= Chartered (professional) =

Professional designation indicating deep expertise

A chartered professional is a person who has gained a specific level of skill or competence in a particular field of work, which has been recognised by the award of a formal credential by a relevant professional organization. Chartered status is considered a mark of professional competency, and is awarded mainly by chartered professional bodies and learned societies. It is common in Britain but is also used in Ireland, the United States and the Commonwealth, and has been adopted by organisations around the world.

Chartered status originates from royal charters issued to professional bodies in the UK by the British Monarch, although such is the prestige and credibility of a chartered designation that some non-UK organisations have taken to issuing chartered designations without Royal or Parliamentary approval.
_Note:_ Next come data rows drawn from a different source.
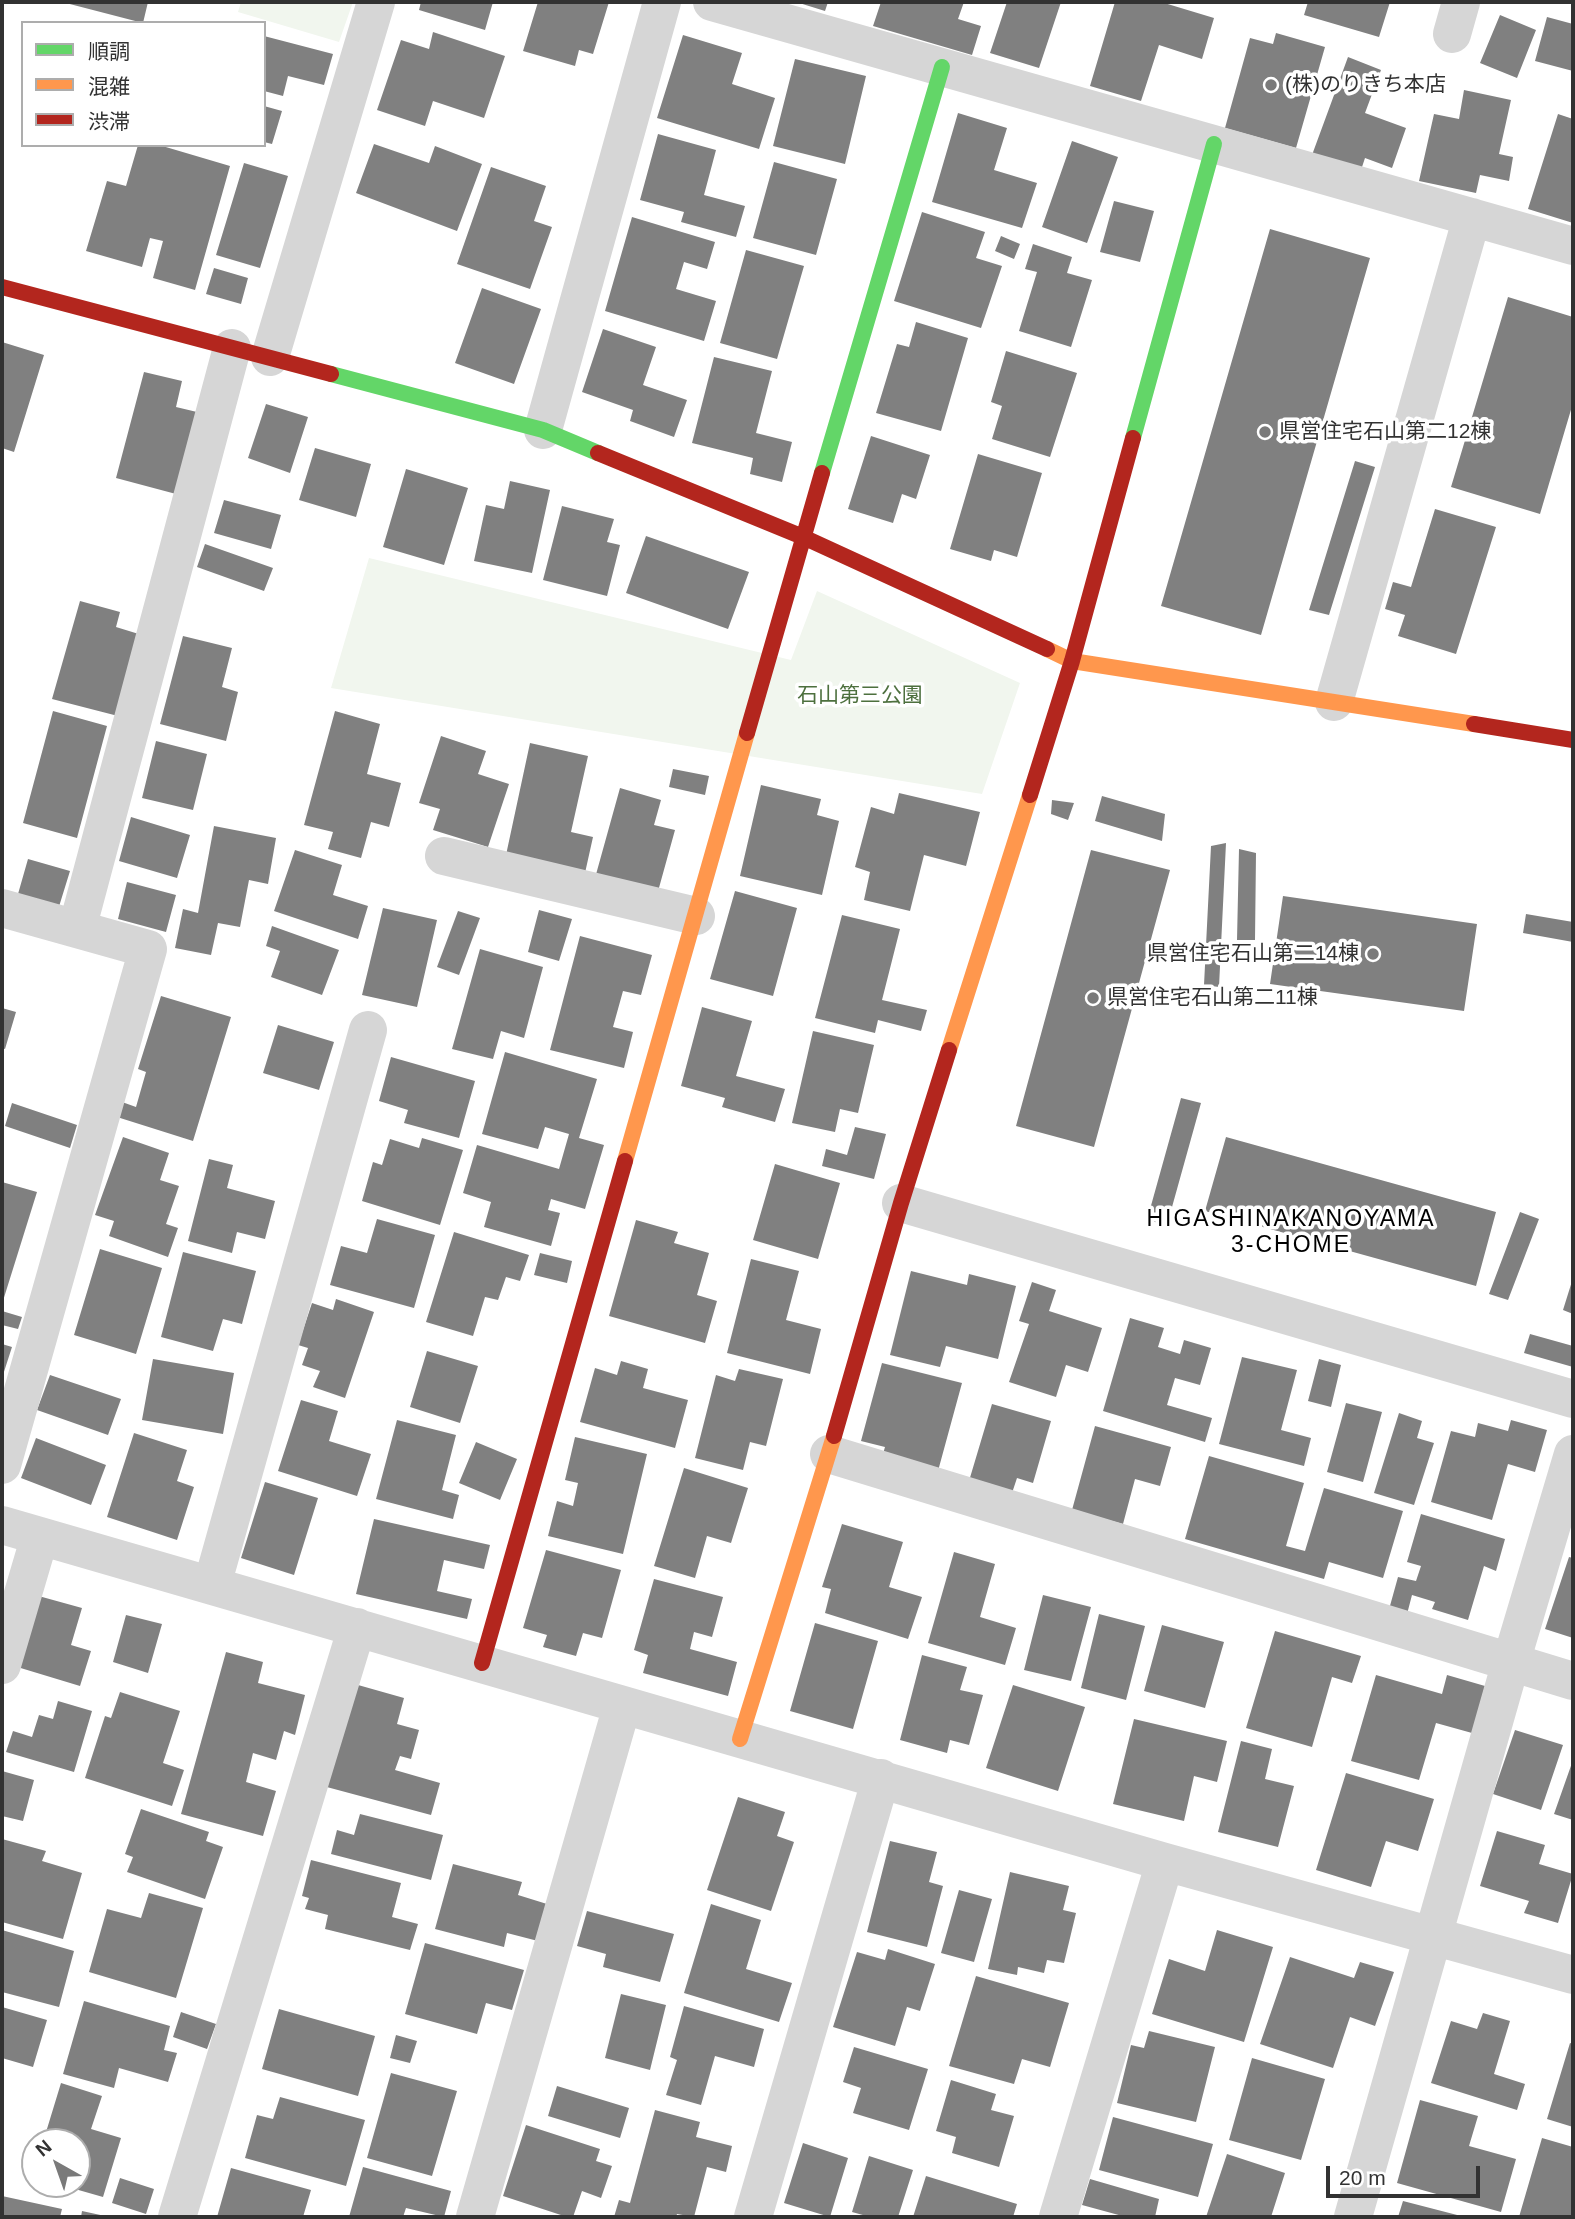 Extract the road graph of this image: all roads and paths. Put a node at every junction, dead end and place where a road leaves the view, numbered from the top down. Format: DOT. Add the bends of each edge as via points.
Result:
graph roads {
  1 [pos="376,2"];
  2 [pos="662,2"];
  3 [pos="712,2"];
  4 [pos="942,67"];
  5 [pos="1214,144"];
  6 [pos="1472,218"];
  7 [pos="1573,246"];
  8 [pos="2,287"];
  9 [pos="232,348"];
  10 [pos="270,357"];
  11 [pos="543,430"];
  12 [pos="803,537"];
  13 [pos="1072,661"];
  14 [pos="1334,702"];
  15 [pos="1573,740"];
  16 [pos="444,856"];
  17 [pos="2,908"];
  18 [pos="696,916"];
  19 [pos="77,929"];
  20 [pos="368,1030"];
  21 [pos="901,1203"];
  22 [pos="1573,1399"];
  23 [pos="829,1454"];
  24 [pos="1573,1454"];
  25 [pos="2,1465"];
  26 [pos="2,1525"];
  27 [pos="40,1536"];
  28 [pos="212,1586"];
  29 [pos="357,1627"];
  30 [pos="1511,1662"];
  31 [pos="482,1663"];
  32 [pos="2,1665"];
  33 [pos="1573,1681"];
  34 [pos="622,1706"];
  35 [pos="740,1739"];
  36 [pos="881,1778"];
  37 [pos="1165,1862"];
  38 [pos="1433,1937"];
  39 [pos="1573,1975"];
  40 [pos="177,2217"];
  41 [pos="475,2217"];
  42 [pos="753,2217"];
  43 [pos="1058,2217"];
  44 [pos="1353,2217"];
  1 -- 10 [label="street"];
  2 -- 11 [label="street"];
  3 -- 4 [label="street"];
  4 -- 5 [label="street"];
  4 -- 12 [label="street"];
  5 -- 6 [label="street"];
  5 -- 13 [label="street"];
  6 -- 7 [label="street"];
  6 -- 14 [label="street"];
  8 -- 9 [label="street"];
  9 -- 10 [label="street"];
  9 -- 19 [label="street"];
  10 -- 11 [label="street"];
  11 -- 12 [label="street"];
  12 -- 13 [label="street"];
  12 -- 18 [label="street"];
  13 -- 14 [label="street"];
  13 -- 21 [label="street"];
  14 -- 15 [label="street"];
  16 -- 18 [label="street"];
  17 -- 19 [label="street"];
  18 -- 31 [label="street"];
  19 -- 25 [label="street" via="148,949"];
  20 -- 28 [label="street"];
  21 -- 22 [label="street"];
  21 -- 23 [label="street"];
  23 -- 30 [label="street"];
  23 -- 35 [label="street"];
  24 -- 30 [label="street"];
  26 -- 27 [label="street"];
  27 -- 28 [label="street"];
  27 -- 32 [label="street"];
  28 -- 29 [label="street"];
  29 -- 31 [label="street"];
  29 -- 40 [label="street"];
  30 -- 33 [label="street"];
  30 -- 38 [label="street"];
  31 -- 34 [label="street"];
  34 -- 35 [label="street"];
  34 -- 41 [label="street"];
  35 -- 36 [label="street"];
  36 -- 37 [label="street"];
  36 -- 42 [label="street"];
  37 -- 38 [label="street"];
  37 -- 43 [label="street"];
  38 -- 39 [label="street"];
  38 -- 44 [label="street"];
}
In the UK, chartered titles may still only be awarded by institutions that have been incorporated under royal charter, with the permission of the Privy Council. The standards for chartered titles in the UK are set between the professional bodies and relevant government departments, and cannot be changed without government permission. Some chartered statuses in Ireland are regulated professional titles under European professional qualification directives, as were many in the UK until Brexit.
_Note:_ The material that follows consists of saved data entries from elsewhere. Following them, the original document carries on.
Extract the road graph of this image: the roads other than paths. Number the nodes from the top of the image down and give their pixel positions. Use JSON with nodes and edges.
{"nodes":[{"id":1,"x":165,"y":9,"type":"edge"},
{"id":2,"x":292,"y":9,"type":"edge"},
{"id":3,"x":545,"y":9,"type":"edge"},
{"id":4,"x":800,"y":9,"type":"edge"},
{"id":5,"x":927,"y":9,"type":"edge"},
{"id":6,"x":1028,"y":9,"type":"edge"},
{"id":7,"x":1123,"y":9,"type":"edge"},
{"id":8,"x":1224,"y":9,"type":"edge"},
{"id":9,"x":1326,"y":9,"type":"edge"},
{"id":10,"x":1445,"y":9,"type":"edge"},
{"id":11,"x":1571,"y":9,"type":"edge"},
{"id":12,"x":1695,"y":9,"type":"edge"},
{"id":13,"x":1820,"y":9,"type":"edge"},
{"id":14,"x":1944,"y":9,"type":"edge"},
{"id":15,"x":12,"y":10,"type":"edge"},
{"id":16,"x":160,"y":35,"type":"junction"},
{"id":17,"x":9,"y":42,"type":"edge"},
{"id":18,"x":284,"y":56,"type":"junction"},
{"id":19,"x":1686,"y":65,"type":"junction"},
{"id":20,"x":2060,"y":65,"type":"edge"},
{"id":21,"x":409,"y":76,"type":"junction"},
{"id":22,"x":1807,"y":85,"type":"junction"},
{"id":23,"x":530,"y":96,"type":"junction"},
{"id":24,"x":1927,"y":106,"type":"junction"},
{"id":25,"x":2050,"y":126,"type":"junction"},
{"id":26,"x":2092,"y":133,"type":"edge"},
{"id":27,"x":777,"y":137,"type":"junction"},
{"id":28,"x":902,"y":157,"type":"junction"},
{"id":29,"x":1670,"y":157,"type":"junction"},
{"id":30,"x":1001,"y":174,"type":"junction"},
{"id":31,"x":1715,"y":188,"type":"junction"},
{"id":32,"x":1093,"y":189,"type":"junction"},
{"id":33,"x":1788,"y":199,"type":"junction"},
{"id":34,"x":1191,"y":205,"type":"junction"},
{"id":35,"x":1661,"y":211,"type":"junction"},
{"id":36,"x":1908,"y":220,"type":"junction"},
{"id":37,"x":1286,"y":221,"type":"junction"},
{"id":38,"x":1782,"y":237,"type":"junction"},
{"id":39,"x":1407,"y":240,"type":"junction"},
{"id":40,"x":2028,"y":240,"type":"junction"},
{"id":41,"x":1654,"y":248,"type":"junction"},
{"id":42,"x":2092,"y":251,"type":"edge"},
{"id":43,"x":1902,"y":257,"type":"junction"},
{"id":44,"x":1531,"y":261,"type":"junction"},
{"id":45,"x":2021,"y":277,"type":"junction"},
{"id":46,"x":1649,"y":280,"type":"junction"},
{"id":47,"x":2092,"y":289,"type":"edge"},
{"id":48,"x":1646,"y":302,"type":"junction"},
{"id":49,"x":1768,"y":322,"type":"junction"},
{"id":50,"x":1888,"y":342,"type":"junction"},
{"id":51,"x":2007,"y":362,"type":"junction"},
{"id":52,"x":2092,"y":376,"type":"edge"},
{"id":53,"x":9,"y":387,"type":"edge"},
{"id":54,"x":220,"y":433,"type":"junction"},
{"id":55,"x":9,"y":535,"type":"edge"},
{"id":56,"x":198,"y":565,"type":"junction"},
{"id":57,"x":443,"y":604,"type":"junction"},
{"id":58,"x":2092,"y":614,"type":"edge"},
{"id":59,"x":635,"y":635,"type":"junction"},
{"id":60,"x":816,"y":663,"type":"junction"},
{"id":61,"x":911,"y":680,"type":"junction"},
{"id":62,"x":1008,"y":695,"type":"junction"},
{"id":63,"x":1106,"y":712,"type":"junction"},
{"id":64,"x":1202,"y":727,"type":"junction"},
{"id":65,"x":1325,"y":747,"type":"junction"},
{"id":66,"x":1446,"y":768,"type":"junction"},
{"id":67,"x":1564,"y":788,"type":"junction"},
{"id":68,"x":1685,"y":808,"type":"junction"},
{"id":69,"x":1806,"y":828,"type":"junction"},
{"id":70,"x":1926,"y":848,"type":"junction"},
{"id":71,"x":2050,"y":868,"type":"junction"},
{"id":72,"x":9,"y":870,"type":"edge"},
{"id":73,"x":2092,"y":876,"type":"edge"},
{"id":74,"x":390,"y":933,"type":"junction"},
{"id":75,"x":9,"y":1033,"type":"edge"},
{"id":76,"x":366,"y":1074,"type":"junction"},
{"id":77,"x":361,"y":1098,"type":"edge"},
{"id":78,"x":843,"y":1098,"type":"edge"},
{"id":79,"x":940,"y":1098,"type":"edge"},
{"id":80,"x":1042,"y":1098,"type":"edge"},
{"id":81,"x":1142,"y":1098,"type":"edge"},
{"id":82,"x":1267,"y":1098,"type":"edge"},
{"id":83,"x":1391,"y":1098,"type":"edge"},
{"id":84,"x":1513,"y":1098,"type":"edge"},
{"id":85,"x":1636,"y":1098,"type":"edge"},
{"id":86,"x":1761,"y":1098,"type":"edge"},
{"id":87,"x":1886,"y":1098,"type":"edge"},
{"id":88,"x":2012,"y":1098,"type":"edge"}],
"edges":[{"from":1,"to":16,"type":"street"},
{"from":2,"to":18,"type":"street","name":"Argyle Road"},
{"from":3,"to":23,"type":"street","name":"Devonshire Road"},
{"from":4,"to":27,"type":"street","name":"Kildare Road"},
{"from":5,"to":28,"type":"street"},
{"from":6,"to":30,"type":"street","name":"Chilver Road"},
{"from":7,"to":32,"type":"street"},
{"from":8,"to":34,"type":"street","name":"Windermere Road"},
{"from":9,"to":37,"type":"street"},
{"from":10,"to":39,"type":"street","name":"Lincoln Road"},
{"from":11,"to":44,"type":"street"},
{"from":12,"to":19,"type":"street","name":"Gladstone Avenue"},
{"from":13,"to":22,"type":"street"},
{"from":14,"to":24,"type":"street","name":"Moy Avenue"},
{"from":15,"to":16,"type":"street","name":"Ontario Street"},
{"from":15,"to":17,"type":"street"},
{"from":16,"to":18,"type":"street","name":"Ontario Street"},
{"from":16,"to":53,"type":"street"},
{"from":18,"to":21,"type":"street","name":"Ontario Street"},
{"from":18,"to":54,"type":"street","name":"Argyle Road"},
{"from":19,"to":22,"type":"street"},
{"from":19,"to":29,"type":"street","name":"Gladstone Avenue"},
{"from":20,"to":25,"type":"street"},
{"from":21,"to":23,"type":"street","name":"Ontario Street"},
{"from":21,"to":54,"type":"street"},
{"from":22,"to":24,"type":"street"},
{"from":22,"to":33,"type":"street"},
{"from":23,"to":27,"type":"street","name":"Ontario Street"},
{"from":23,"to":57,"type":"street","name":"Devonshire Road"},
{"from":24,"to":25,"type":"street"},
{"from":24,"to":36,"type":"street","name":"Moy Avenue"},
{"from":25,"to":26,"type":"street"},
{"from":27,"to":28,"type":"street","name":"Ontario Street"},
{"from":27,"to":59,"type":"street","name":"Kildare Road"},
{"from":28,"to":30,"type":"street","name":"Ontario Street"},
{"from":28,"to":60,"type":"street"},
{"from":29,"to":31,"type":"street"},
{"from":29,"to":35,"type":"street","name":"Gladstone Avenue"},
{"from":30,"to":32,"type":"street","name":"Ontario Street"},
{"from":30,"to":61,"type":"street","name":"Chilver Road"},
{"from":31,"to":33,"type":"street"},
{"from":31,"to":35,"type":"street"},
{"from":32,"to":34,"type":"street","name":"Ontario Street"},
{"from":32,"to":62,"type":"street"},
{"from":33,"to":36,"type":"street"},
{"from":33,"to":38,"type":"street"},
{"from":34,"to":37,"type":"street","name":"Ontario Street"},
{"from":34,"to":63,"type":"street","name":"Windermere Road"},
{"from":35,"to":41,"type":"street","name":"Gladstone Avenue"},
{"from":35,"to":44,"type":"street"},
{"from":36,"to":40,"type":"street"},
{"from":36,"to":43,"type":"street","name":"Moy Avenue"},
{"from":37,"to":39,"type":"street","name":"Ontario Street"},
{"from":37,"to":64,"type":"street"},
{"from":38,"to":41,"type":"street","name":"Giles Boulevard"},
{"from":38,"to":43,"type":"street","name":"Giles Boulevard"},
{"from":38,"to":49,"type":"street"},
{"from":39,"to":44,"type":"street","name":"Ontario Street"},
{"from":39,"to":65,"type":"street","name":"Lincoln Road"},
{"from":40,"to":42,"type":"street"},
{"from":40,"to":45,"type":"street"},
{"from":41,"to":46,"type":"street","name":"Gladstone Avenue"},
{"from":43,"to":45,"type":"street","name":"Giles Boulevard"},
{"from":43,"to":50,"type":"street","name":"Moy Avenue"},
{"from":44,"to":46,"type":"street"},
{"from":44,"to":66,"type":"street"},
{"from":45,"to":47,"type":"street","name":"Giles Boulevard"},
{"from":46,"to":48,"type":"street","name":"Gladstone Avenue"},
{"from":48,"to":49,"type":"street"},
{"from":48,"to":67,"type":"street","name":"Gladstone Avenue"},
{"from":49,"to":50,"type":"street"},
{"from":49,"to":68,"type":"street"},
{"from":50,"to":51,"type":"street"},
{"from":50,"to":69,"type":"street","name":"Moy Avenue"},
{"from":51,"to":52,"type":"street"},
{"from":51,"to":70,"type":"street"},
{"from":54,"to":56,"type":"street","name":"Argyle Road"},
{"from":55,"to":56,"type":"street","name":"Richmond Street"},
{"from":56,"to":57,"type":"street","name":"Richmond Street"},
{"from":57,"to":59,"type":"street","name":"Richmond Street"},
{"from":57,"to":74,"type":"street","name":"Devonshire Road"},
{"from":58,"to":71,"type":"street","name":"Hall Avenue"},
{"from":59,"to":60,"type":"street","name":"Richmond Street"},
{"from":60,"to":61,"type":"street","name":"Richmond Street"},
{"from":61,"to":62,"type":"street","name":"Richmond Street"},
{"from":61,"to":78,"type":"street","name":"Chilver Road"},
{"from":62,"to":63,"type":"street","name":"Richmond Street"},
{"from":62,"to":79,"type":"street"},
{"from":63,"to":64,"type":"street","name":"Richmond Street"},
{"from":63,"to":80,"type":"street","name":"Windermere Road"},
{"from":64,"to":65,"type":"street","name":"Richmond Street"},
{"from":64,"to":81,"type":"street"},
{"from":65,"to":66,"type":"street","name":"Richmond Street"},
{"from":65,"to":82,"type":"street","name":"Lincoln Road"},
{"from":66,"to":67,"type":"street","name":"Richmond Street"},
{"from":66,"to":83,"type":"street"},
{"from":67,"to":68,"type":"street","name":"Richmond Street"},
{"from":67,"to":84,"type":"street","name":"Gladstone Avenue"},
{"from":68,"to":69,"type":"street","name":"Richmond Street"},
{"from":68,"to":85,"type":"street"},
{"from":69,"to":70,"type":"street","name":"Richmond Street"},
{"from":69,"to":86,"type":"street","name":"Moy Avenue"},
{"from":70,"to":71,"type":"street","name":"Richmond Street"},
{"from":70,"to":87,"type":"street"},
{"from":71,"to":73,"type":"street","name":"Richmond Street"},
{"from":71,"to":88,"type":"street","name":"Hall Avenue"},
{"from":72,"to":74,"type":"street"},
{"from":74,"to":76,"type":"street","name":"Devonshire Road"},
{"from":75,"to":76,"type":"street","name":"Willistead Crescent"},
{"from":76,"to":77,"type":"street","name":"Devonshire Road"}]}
The full title used differs from profession to profession and is normally of the form "Chartered Profession", for example, Chartered Engineer and Chartered Accountant.

==Standing and usage==

Chartered status is generally considered a terminal qualification in a particular profession. In some fields professional bodies also offer lower level qualifications, such as Incorporated Engineer (IEng), Engineering Technician (EngTech) or Registered Scientist (RSci). The status is not the same as the senior membership grade of Fellow in many professional institutes and learned societies, which is usually a measure of achievement or standing in a profession rather than a professional qualification based on assessment of competencies.

Chartered status is a form of accreditation, with there being a grant of a protected title but no requirement to be chartered in order to practice a profession (making it distinct from licensing). In the UK and other countries that follow its model, the professional bodies overseeing chartered statuses have a duty to act in the public interest, rather than in the interests of their members, ensuring that chartered professionals must meet ethical standards of behaviour. As a status, rather than simply a qualification, a chartered title may be removed for failure to adhere to codes of conduct, or lost through non-renewal. Someone who has lost the status may no longer describe themselves as chartered.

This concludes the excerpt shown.